This impossible story of a mad king and a throne going begging.
An anticipated critic.
The unfortunate indisposition of the old King of Bavaria....
The Prince of Wied is spoken of as a likely candidate for the throne of Albania.
The Daily Papers.
There is a King in a Tragedy of Maeterlinck who woefully exclaims, "Wherever I am, nothing happens." But the old fellow was accustomed to uneventfulness; Norman had reason to expect something better of life, and the mysterious words of the old poet had led him to hope for thrills and sensations. The four days succeeding the day of the interview with Peronella, described in the last chapter, drew blanks in the game of his destiny. On the fifth day he was walking moodily about, trying to extract amusement from the inquisitive glances with which a subtly deceived populace already eyed him, when he heard a voice at his shoulder saying in good English, "Keep it up," but though he turned quickly he could see no one in the street who appeared at all guilty of the observation, which might have been ventriloquial.

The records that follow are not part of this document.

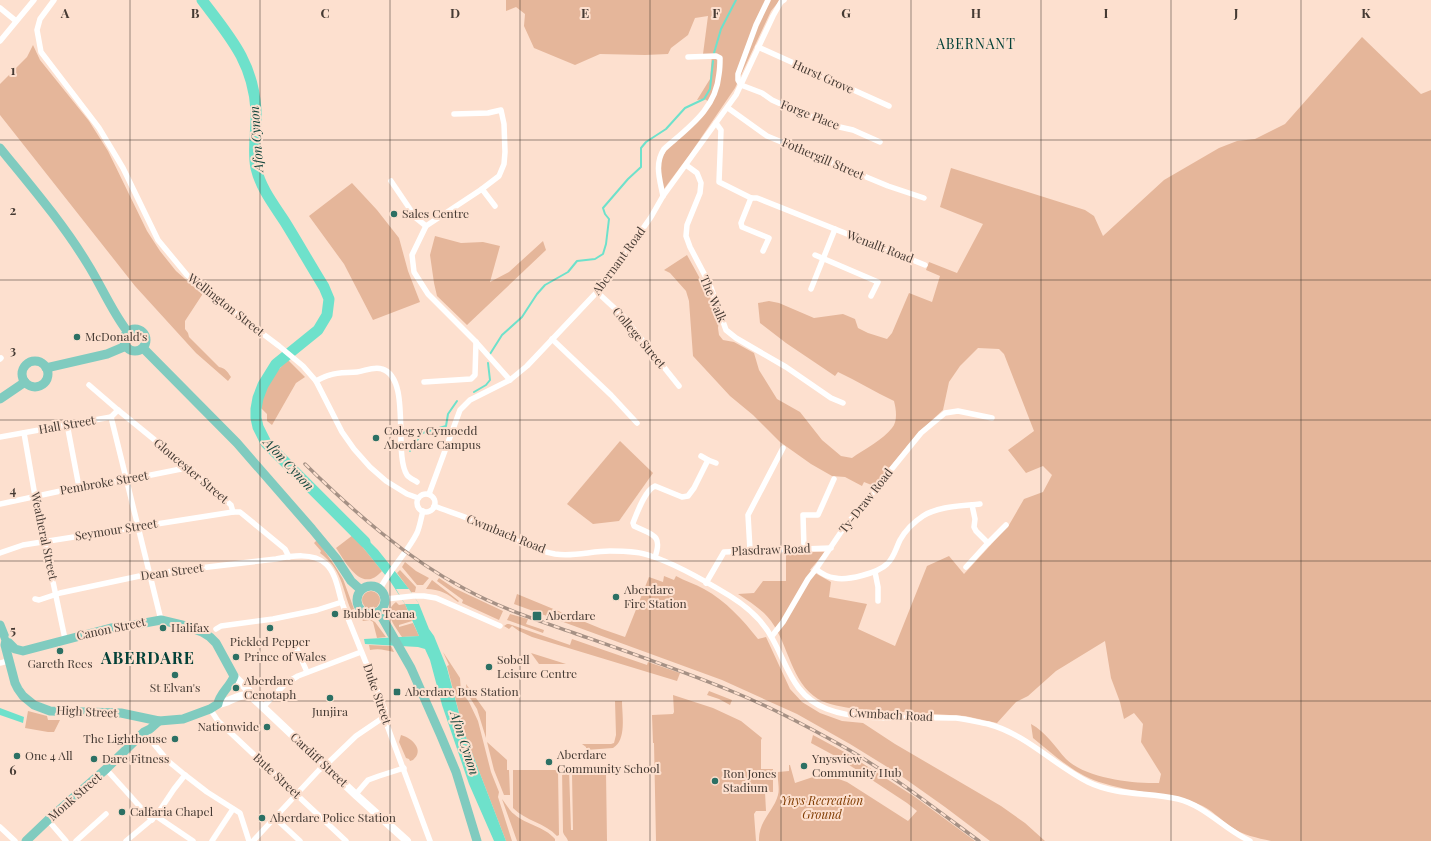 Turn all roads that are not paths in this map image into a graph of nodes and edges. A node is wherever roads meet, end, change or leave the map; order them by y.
1 (34, 0) edge
2 (54, 0) edge
3 (768, 0) edge
4 (784, 0) edge
5 (0, 8) edge
6 (16, 21) junction
7 (0, 41) edge
8 (758, 47) junction
9 (688, 57) dead end
10 (742, 85) junction
11 (889, 106) dead end
12 (728, 108) junction
13 (454, 114) dead end
14 (716, 123) junction
15 (880, 142) dead end
16 (0, 148) edge
17 (686, 165) junction
18 (391, 181) dead end
19 (482, 189) junction
20 (663, 196) junction
21 (751, 198) junction
22 (924, 198) dead end
23 (495, 206) dead end
24 (426, 226) junction
25 (835, 229) junction
26 (763, 251) dead end
27 (815, 255) dead end
28 (823, 258) junction
29 (925, 264) dead end
30 (811, 289) dead end
31 (597, 292) junction
32 (872, 296) dead end
33 (127, 331) junction
34 (552, 339) junction
35 (476, 342) junction
36 (126, 346) junction
37 (143, 348) junction
38 (46, 368) junction
39 (510, 380) junction
40 (316, 381) junction
41 (25, 382) junction
42 (424, 382) dead end
43 (89, 385) dead end
44 (679, 386) dead end
45 (1, 396) edge
46 (843, 403) dead end
47 (118, 410) junction
48 (111, 417) junction
49 (992, 418) dead end
50 (637, 423) dead end
51 (67, 424) junction
52 (24, 433) junction
53 (0, 436) edge
54 (783, 448) dead end
55 (701, 456) dead end
56 (708, 460) junction
57 (716, 463) dead end
58 (186, 468) junction
59 (834, 479) dead end
60 (126, 480) junction
61 (417, 482) dead end
62 (79, 487) junction
63 (429, 494) junction
64 (35, 496) junction
65 (418, 498) junction
66 (0, 504) edge
67 (980, 504) dead end
68 (972, 505) junction
69 (434, 506) junction
70 (233, 512) junction
71 (423, 512) junction
72 (1006, 525) dead end
73 (138, 526) junction
74 (46, 541) junction
75 (988, 543) junction
76 (804, 548) junction
77 (831, 548) junction
78 (750, 550) junction
79 (0, 553) edge
80 (289, 556) junction
81 (655, 557) junction
82 (966, 567) dead end
83 (816, 569) junction
84 (875, 572) junction
85 (149, 574) junction
86 (706, 583) junction
87 (380, 589) junction
88 (361, 590) junction
89 (57, 595) junction
90 (35, 599) dead end
91 (386, 599) junction
92 (878, 601) dead end
93 (342, 602) junction
94 (379, 612) junction
95 (160, 620) junction
96 (0, 625) edge
97 (500, 626) dead end
98 (216, 629) dead end
99 (772, 636) junction
100 (65, 639) junction
101 (6, 640) junction
102 (296, 647) dead end
103 (361, 652) junction
104 (8, 661) dead end
105 (0, 663) edge
106 (307, 672) junction
107 (234, 676) junction
108 (250, 695) junction
109 (214, 706) junction
110 (263, 707) junction
111 (141, 717) junction
112 (384, 717) junction
113 (159, 721) junction
114 (144, 732) junction
115 (325, 766) junction
116 (404, 768) junction
117 (106, 769) junction
118 (185, 775) junction
119 (297, 794) junction
120 (356, 794) junction
121 (233, 809) junction
122 (106, 814) dead end
123 (156, 816) junction
124 (275, 818) junction
125 (48, 820) junction
126 (152, 820) junction
127 (0, 827) edge
128 (476, 840) edge
129 (15, 841) edge
130 (26, 841) edge
131 (66, 841) edge
132 (76, 841) edge
133 (127, 841) edge
134 (193, 841) edge
135 (212, 841) edge
136 (253, 841) edge
137 (300, 841) edge
138 (346, 841) edge
139 (407, 841) edge
140 (430, 841) edge
141 (1250, 841) edge

1 - 6 street
2 - 40 street, Wellington Street
3 - 10 street
4 - 8 street, Abernant Road
5 - 6 street
6 - 7 street
8 - 10 street, Abernant Road
8 - 11 street, Hurst Grove
9 - 20 street
10 - 12 street, Abernant Road
10 - 15 street, Forge Place
12 - 14 street, Abernant Road
12 - 22 street, Fothergill Street
13 - 19 street
14 - 17 street, Abernant Road
14 - 21 street, Wenallt Road
16 - 33 main road
17 - 20 street, Abernant Road
17 - 46 street, The Walk
18 - 24 street
19 - 23 street
19 - 24 street
20 - 31 street, Abernant Road
21 - 25 street, Wenallt Road
21 - 26 street
24 - 35 street
25 - 28 street, Wenallt Road
25 - 29 street, Wenallt Road
27 - 28 street
28 - 30 street, Wenallt Road
28 - 32 street
31 - 34 street, Abernant Road
31 - 44 street, College Street
33 - 36 main road
33 - 37 main road
34 - 39 street, Abernant Road
34 - 50 street
35 - 39 street
35 - 42 street
36 - 37 main road
36 - 38 main road
37 - 88 main road
38 - 41 main road
38 - 41 main road
39 - 63 street, Abernant Road
40 - 61 street
40 - 65 street, Wellington Street
41 - 45 main road
43 - 47 street, Gloucester Street
47 - 48 street
47 - 58 street, Gloucester Street
48 - 51 street, Hall Street
48 - 60 street
49 - 77 street, Ty-Draw Road
51 - 52 street, Hall Street
51 - 62 street
52 - 53 street, Hall Street
52 - 64 street, Weatheral Street
54 - 78 street
55 - 56 street
56 - 57 street
56 - 81 street
58 - 60 street, Pembroke Street
58 - 70 street, Gloucester Street
59 - 76 street
60 - 62 street, Pembroke Street
60 - 73 street
62 - 64 street, Pembroke Street
63 - 65 street
63 - 69 street
64 - 66 street, Pembroke Street
64 - 74 street, Weatheral Street
65 - 71 street
67 - 68 street
68 - 75 street
68 - 84 street
69 - 71 street
69 - 81 street, Cwmbach Road
70 - 73 street, Seymour Street
70 - 80 street, Gloucester Street
71 - 87 street
72 - 75 street
73 - 74 street, Seymour Street
73 - 85 street
74 - 79 street, Seymour Street
74 - 89 street, Weatheral Street
75 - 82 street
76 - 77 street, Plasdraw Road
76 - 78 street, Plasdraw Road
77 - 83 street, Ty-Draw Road
78 - 86 street, Plasdraw Road
80 - 85 street, Dean Street
80 - 93 street, Duke Street
81 - 86 street, Cwmbach Road
83 - 84 street
83 - 99 street, Ty-Draw Road
84 - 92 street
85 - 89 street, Dean Street
85 - 95 street
86 - 99 street, Cwmbach Road
87 - 88 main road
87 - 91 main road
88 - 94 main road
89 - 90 street, Dean Street
89 - 100 street, Weatheral Street
91 - 94 main road
91 - 97 street
93 - 98 street
93 - 103 street, Duke Street
94 - 128 main road
95 - 100 main road, Canon Street
95 - 107 main road, Canon Street
96 - 101 main road, High Street
99 - 141 street, Cwmbach Road
100 - 101 main road, Canon Street
101 - 111 main road, High Street
102 - 106 street
103 - 106 street
103 - 112 street, Duke Street
104 - 105 street
106 - 110 street
107 - 108 main road, Cardiff Street
107 - 109 main road
108 - 109 main road
108 - 110 main road, Cardiff Street
109 - 113 main road
109 - 119 street, Bute Street
110 - 115 main road, Cardiff Street
111 - 113 main road, High Street
111 - 114 main road
112 - 115 street
112 - 116 street, Duke Street
113 - 114 main road, Monk Street
114 - 117 main road, Monk Street
114 - 118 street
115 - 119 street
115 - 120 main road, Cardiff Street
116 - 120 street
116 - 140 street, Duke Street
117 - 125 main road, Monk Street
117 - 126 street
118 - 121 street
118 - 123 street
119 - 124 street
119 - 138 street, Bute Street
120 - 139 main road, Cardiff Street
121 - 135 street
121 - 136 street
122 - 132 street
123 - 126 street
123 - 134 street
124 - 136 street
124 - 137 street
125 - 130 main road, Monk Street
125 - 131 street
126 - 133 street
127 - 129 street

Another week passed, and the old resolve to leave Alsander again took possession of Norman's mind. Remorse at his hypocrisy, and longings for Peronella, gnawed his heart: while he felt that if he did not speedily retire from the scene startling harm would come of what was really a loveless passion. He decided, however, not to leave her without getting her a present, which he shrewdly (but I think unjustly) suspected would compensate the girl for the loss of a lover. And of course he remembered that the old Poet, whom by now he had almost given up as a fraud, had given special advice in this matter too. Well, he could but follow it, and see if there was anything to be found for Peronella in the little dark shop the Poet had recommended, and which he himself had discovered almost his first day in Alsander. He therefore invited her to come with him and choose herself a present.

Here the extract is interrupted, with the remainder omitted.